I was provided a free copy of this novel in exchange for an unbiased review as part of a book-review tour. Having read the three novels I recommend that the whole series is read to get a better grasp of the story and the characters. See my other two reviews for full details.

In book three of the Complicated Love Series, we follow the story of Dina and Riley from where we left them in book two, when they had worked through some of the issues that had ended their previous marriage, but there were still many secrets and actions the characters had taken that their loved one didn’t know about, ensuring further complications. Again the story is told in alternating chapters from each of the protagonists’ point of view and there are some jumps in time where we get to learn more about the events surrounding their wedding and then the traumatic divorce, which had been referred to, but not discussed in detail. There are fewer changes in time (I wouldn’t call them flashbacks as they seem to come at points in the story where both characters are thinking about that particular event and they’re not exclusively narrated from one of the character’s perspective) than in book 2, and the narration is more straightforward, although it also swings to extremes, reflecting the emotions the characters go through. When things seem to have been solved between them, with all secrets revealed and both of them accepting the other for what and who they really are (and in the process accepting themselves too), thinks get much darker.

There are some sex scenes (I would rather call them sexy and passionate) but less explicit than in book two, and there is a hilarious scene early on in the book involving a cat. Well, there are several funny scenes involving that cat. Again there are funny and sad scenes in the novel, although I found them more finely balanced than in book two, with the ups and downs a bit less extreme.

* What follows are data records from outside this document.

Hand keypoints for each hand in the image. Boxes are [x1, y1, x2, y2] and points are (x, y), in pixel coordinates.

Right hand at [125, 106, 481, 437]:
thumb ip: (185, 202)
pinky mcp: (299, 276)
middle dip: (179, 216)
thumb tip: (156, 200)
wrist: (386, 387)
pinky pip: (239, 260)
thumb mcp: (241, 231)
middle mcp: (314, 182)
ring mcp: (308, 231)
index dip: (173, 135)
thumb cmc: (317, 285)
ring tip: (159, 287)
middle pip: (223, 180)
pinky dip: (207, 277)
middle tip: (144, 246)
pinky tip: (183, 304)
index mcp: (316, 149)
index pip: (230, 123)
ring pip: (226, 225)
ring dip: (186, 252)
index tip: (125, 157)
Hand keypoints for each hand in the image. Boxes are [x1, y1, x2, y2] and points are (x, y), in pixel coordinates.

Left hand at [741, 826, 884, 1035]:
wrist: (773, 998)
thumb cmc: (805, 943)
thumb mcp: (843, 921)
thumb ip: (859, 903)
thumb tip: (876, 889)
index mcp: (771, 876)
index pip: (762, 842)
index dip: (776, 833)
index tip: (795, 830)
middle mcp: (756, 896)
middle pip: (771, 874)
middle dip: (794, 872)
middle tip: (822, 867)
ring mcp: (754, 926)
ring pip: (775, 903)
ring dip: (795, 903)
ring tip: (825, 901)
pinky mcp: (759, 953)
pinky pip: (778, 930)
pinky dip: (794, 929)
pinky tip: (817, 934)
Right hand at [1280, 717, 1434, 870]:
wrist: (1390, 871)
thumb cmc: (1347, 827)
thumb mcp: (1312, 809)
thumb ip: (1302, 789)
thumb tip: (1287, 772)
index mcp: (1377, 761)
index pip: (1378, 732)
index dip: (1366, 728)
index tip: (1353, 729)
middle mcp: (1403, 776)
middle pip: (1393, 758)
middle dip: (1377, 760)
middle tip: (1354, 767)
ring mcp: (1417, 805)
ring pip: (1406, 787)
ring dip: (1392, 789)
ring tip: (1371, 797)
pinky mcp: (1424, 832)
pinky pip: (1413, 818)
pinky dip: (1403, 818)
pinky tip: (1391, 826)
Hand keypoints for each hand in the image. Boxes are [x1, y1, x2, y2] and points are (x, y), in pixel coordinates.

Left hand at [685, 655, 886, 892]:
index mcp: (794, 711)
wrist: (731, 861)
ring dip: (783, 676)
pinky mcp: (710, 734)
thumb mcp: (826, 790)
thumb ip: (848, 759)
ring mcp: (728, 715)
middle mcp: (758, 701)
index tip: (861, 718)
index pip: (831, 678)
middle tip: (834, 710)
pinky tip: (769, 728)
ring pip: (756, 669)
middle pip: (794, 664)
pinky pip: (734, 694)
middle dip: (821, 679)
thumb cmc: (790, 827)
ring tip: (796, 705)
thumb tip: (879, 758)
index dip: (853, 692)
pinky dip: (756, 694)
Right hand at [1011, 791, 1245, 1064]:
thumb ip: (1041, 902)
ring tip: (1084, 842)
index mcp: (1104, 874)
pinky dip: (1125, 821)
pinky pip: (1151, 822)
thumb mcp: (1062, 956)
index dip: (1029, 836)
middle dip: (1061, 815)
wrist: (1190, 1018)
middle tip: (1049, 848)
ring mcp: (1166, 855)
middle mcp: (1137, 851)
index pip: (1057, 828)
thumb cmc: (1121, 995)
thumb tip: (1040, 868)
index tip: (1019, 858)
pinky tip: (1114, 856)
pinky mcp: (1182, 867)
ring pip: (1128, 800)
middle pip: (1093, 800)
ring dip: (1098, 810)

I was particularly touched by the conversation between Dina and Riley’s Mom, a character that had been particularly difficult to understand up to that point. On the other hand there is a psychiatric diagnostic offered as an explanation in the novel that as a psychiatrist I had my doubts about, but even with that I enjoyed the ending.

I also enjoyed the secondary characters I had come to love in the previous book, and gained respect for some of the ones I didn’t like that much. Gabby, one of my favourite characters, comes into her own and she sizzles. The style of writing was again easy to read, dynamic and with great dialogue exchanges. A fitting conclusion to the series.